What is expected:
From the line holding "thumb tip: (986, 814)" through the line holding "ring tip: (230, 284)" below, write out every line exactly; include both of those lines and drop the pictures.

◇ ◇ ◇ ◇ ◇ ◇ ◇

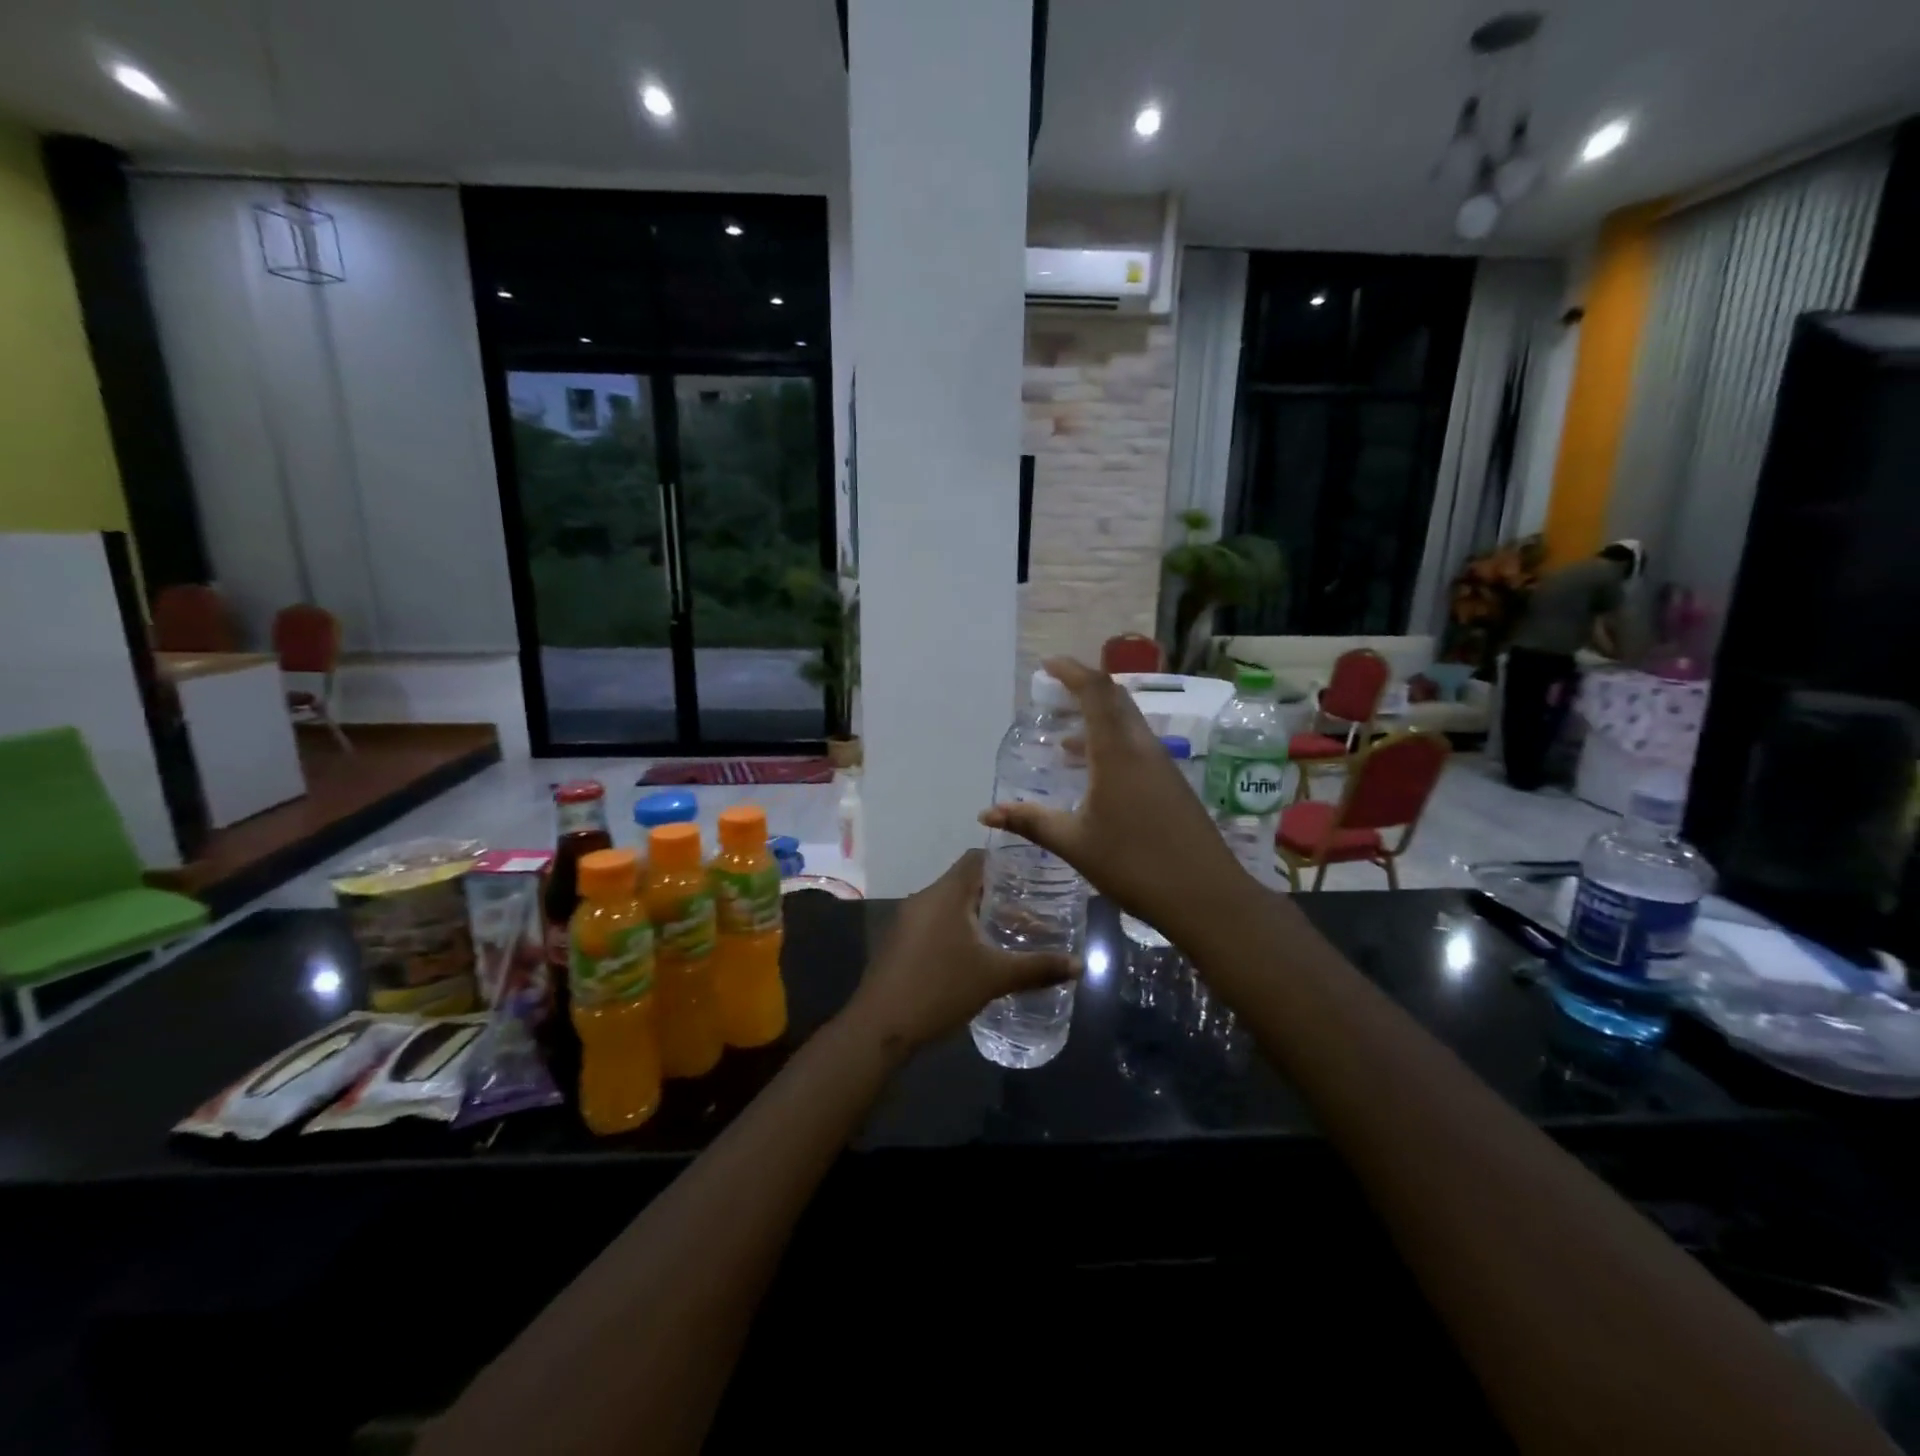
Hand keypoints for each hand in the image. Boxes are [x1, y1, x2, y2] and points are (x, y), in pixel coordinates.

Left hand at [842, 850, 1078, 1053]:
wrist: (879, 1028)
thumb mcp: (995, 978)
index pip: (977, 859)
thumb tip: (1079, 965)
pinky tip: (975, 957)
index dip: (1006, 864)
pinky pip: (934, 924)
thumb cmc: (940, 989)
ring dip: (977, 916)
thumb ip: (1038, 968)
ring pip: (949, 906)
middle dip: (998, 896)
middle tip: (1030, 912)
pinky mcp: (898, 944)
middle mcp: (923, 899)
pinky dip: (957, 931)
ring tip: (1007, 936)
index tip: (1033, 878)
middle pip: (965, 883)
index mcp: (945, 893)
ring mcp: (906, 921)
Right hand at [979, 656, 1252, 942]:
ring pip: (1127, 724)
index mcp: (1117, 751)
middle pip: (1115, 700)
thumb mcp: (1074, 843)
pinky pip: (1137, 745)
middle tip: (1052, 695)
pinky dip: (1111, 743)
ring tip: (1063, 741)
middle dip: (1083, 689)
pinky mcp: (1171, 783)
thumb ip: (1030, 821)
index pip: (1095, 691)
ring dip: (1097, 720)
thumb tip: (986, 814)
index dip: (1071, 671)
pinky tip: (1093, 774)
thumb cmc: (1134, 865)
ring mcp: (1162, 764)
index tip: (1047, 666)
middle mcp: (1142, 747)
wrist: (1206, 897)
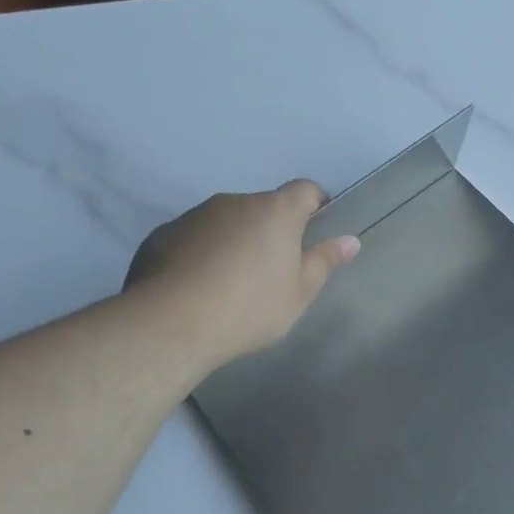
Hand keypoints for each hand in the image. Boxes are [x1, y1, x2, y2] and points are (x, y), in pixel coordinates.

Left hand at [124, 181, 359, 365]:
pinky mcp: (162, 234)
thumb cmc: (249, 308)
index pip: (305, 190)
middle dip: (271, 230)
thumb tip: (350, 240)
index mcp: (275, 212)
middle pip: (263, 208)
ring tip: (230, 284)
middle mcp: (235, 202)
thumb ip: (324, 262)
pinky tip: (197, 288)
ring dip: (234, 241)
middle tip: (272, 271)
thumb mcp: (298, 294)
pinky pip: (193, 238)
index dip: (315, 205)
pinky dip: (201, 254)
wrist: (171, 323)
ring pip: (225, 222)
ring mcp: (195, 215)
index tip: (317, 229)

◇ ◇ ◇ ◇ ◇ ◇ ◇

Output below:
thumb tip: (986, 814)
index dip: (1071, 671)
pinky tip: (1093, 774)
thumb cmc: (1134, 865)
ring mcp: (1162, 764)
index tip: (1047, 666)
middle mcp: (1142, 747)
wrist: (1206, 897)
Hand keypoints for each hand in the image. Boxes are [x1, y1, x2, y2] and points are (x, y), in pixel coordinates.

Left hand at [124, 181, 359, 365]:
pinky mcp: (162, 234)
thumb cmc: (249, 308)
index pip: (305, 190)
middle dip: (271, 230)
thumb tip: (350, 240)
index mcp: (275, 212)
middle pip: (263, 208)
ring tip: (230, 284)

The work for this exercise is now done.